PROBLEM: Search the records for "paths". Report every line where it occurs.

RECORD EXCERPTS:

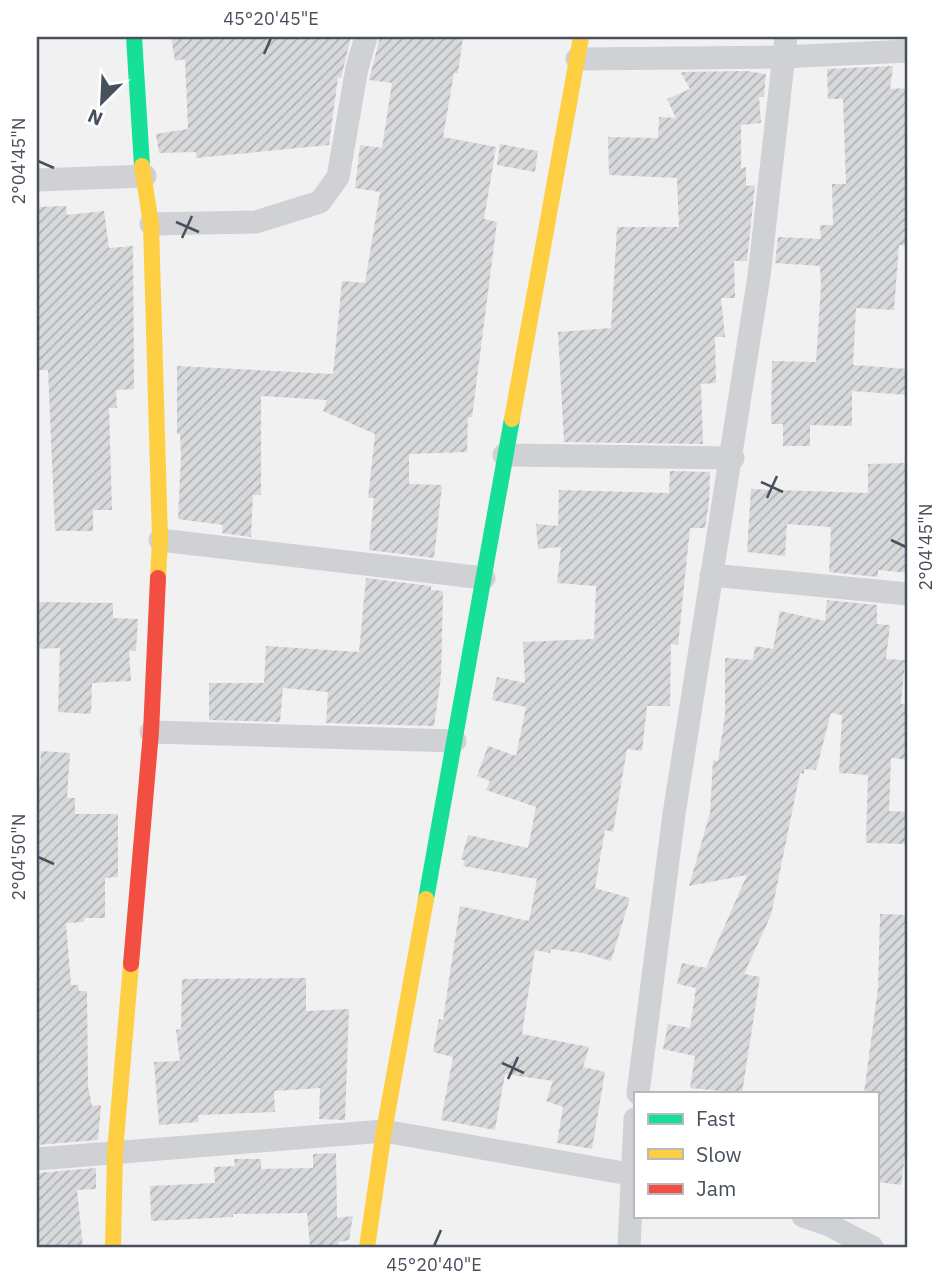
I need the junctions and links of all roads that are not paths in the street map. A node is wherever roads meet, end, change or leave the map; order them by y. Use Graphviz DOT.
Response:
graph roads {
  1 [pos="134,37"];
  2 [pos="366,37"];
  3 [pos="784,47"];
  4 [pos="579,48"];
  5 [pos="908,51"];
  6 [pos="145,176"];
  7 [pos="37,180"];
  8 [pos="151,224"];
  9 [pos="504,455"];
  10 [pos="733,458"];
  11 [pos="160,540"];
  12 [pos="711,575"];
  13 [pos="484,578"];
  14 [pos="908,594"];
  15 [pos="151,732"];
  16 [pos="454,741"];
  17 [pos="638,1092"];
  18 [pos="384,1131"];
  19 [pos="634,1147"];
  20 [pos="115,1152"];
  21 [pos="37,1159"];
  22 [pos="633,1175"];
  23 [pos="809,1218"];
  24 [pos="113,1247"];
  25 [pos="367,1247"];
  26 [pos="629,1247"];
  27 [pos="872,1247"];
  1 -- 6 [label="street"];
  2 -- 8 [label="street"];
  3 -- 4 [label="street"];
  3 -- 5 [label="street"];
  3 -- 10 [label="street"];
  4 -- 9 [label="street"];
  6 -- 7 [label="street"];
  6 -- 8 [label="street"];
  8 -- 11 [label="street"];
  9 -- 10 [label="street"];
  9 -- 13 [label="street"];
  10 -- 12 [label="street"];
  11 -- 13 [label="street"];
  11 -- 15 [label="street"];
  12 -- 14 [label="street"];
  12 -- 17 [label="street"];
  13 -- 16 [label="street"];
  15 -- 16 [label="street"];
  15 -- 20 [label="street"];
  16 -- 18 [label="street"];
  18 -- 20 [label="street"];
  18 -- 22 [label="street"];
  18 -- 25 [label="street"];
  19 -- 22 [label="street"];
  20 -- 21 [label="street"];
  20 -- 24 [label="street"];
  22 -- 26 [label="street"];
  23 -- 27 [label="street"];
}
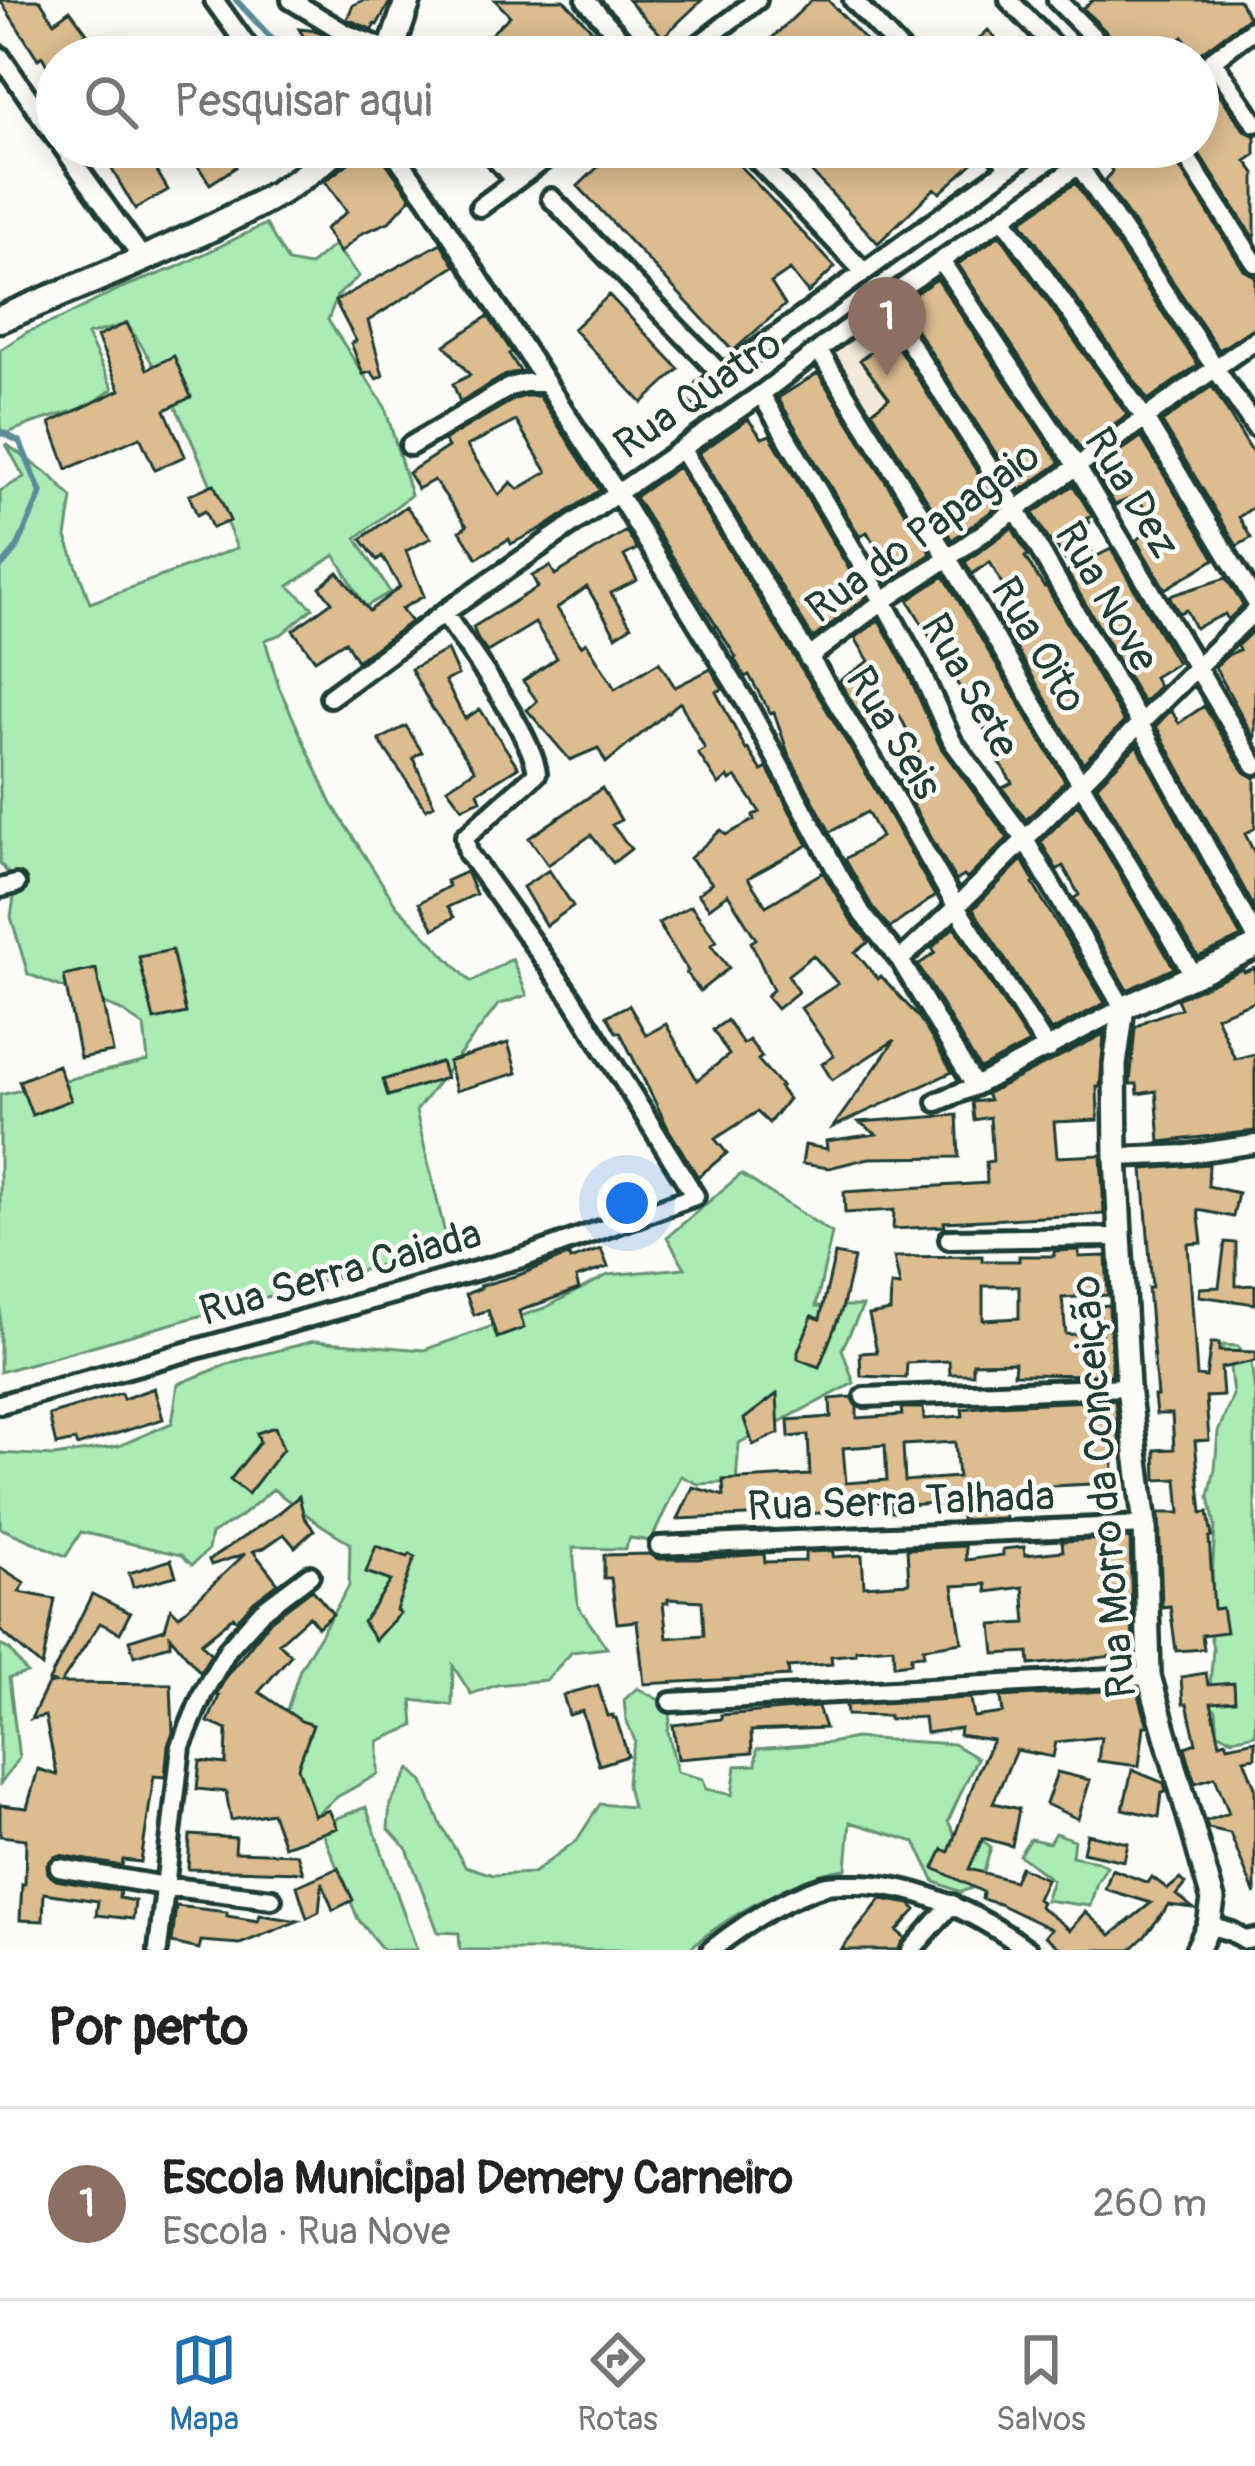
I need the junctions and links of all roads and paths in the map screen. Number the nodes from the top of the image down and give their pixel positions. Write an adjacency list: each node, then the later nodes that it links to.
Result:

ANSWER TO THIS TASK:
I need the junctions and links of all roads that are not paths in the street map. A node is wherever roads meet, end, change or leave the map; order them by y. Use Graphviz DOT.
I need the junctions and links of all roads and paths in the map screen. Number the nodes from the top of the image down and give their pixel positions. Write an adjacency list: each node, then the later nodes that it links to.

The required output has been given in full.